After the publication of Charles Darwin’s Origin of Species in 1859, animal coloration—both its origins and its role in animal behavior—had become a key locus of debate among natural historians, artists, and the lay public.
Prior to this period, naturalists had noted instances of animals’ blending in with their backgrounds. It seemed remarkable that God had “dropped” them into place just so—“nature by design.”

By contrast, in an evolutionary model, there was a gradual “fitting together” over time. Evolutionary theories, both Darwin’s and that of his colleague Alfred Russel Wallace, presented a range of explanations for animal colors. Darwin emphasized interrelations between the sexes as the cause of the showy coloration found in the male of many species; females chose the more colorful males for mating.
Wallace, studying the colors of many insects, interpreted bright hues and complex patterns alike as either warning signals to potential predators, modes for assimilation in the environment, or mimicry of other, more dangerous, species.

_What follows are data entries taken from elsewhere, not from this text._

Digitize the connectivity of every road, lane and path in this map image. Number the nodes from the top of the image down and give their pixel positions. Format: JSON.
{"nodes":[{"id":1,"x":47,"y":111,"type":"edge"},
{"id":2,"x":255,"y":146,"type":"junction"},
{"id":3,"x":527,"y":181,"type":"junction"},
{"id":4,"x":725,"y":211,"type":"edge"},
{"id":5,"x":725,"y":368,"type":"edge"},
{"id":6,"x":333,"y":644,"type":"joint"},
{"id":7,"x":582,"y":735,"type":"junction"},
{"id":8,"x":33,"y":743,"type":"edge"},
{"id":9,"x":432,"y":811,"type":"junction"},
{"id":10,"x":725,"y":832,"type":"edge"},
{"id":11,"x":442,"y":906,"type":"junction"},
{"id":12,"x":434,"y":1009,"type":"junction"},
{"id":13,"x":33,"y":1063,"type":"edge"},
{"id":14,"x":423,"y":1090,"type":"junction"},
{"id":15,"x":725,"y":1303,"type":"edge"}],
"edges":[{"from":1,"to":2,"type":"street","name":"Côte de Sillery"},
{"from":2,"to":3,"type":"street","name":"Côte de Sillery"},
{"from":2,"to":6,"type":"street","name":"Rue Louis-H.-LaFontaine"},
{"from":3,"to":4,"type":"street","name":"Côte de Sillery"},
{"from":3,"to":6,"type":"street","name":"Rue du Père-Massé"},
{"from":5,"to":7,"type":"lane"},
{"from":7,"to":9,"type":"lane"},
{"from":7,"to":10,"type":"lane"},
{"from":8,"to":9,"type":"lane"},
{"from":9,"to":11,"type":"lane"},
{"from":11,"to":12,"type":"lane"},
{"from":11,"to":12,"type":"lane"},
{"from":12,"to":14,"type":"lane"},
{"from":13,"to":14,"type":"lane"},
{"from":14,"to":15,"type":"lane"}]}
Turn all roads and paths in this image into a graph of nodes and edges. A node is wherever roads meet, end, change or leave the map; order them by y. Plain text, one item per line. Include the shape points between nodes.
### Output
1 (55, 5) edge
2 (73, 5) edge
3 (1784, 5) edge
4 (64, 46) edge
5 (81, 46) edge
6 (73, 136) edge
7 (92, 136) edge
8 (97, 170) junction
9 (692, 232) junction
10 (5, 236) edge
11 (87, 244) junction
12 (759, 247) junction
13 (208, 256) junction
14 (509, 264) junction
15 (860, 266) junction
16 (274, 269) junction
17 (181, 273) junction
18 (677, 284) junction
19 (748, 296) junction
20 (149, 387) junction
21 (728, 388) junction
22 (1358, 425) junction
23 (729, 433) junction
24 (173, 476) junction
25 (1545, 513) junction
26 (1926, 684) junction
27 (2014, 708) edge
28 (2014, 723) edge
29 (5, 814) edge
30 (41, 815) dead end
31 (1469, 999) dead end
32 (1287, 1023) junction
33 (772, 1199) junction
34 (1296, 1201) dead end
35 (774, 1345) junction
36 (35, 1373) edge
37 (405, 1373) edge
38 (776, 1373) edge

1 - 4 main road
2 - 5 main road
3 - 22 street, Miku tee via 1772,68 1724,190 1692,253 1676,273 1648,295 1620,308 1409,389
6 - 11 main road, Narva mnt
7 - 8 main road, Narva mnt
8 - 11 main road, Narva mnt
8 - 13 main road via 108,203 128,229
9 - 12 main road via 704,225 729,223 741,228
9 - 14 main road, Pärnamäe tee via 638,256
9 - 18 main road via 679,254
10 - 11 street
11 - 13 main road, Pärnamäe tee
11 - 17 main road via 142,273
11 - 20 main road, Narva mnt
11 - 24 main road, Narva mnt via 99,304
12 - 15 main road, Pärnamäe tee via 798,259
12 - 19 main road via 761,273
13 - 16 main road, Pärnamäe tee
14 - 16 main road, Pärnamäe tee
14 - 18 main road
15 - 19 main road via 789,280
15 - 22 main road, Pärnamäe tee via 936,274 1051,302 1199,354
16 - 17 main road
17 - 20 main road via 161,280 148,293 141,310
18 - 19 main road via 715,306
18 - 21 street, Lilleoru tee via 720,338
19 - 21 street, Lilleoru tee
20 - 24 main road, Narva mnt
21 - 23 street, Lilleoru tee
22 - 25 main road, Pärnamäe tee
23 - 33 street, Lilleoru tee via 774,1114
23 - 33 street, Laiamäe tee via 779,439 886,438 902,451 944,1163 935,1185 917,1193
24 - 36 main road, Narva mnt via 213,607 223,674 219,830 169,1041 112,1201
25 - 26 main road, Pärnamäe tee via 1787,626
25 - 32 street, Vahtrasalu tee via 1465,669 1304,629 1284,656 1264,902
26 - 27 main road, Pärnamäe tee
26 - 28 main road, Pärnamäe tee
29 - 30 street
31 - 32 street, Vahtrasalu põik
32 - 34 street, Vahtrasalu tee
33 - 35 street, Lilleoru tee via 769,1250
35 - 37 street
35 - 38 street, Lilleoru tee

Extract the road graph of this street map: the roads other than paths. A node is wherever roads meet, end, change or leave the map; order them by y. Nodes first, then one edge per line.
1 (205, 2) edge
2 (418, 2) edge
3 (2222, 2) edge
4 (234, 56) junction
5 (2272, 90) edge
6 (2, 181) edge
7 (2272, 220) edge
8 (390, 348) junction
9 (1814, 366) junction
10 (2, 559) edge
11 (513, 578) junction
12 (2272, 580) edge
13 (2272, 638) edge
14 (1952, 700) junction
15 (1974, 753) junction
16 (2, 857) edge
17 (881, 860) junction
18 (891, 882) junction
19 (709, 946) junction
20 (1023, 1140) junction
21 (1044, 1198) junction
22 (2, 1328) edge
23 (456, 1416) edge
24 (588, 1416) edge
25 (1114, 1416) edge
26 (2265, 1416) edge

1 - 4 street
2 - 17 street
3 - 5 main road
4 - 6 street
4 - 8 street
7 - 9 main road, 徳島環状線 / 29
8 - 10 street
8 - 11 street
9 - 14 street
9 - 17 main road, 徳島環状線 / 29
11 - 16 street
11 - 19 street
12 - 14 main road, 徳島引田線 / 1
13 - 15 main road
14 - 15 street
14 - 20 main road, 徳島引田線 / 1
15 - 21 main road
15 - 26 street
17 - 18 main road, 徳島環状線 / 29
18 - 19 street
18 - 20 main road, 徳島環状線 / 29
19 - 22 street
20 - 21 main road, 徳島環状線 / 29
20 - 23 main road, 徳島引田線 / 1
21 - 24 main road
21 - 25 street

Meanwhile,  philosopher-psychologist William James, a friend of Thayer’s and a fellow birder, discussed the experience of bird watching in his 1890 Principles of Psychology, describing the study of illusions, or so-called “false perceptions,” as critical in efforts to understand human apprehension of depth, color, and movement.

Thayer’s New Hampshire summer home, to which he and his family relocated around 1900, was transformed into a year-round laboratory for studying protective coloration.
His communion with nature permeated the entire household. Wild animals—owls, rabbits, woodchucks, weasels—roamed the house at will. There were pet prairie dogs named Napoleon and Josephine, a red, blue and yellow macaw, and spider monkeys

Soon, his wife Emma, son Gerald, and daughters Mary and Gladys joined him as fellow investigators, technicians, and artisans.
Between 1901 and 1909, their generative theories were built up into a universe of paintings, photography (a new technology), collages, stencils, and essays. Each format addressed the enigmas of coloration and invisibility in different ways.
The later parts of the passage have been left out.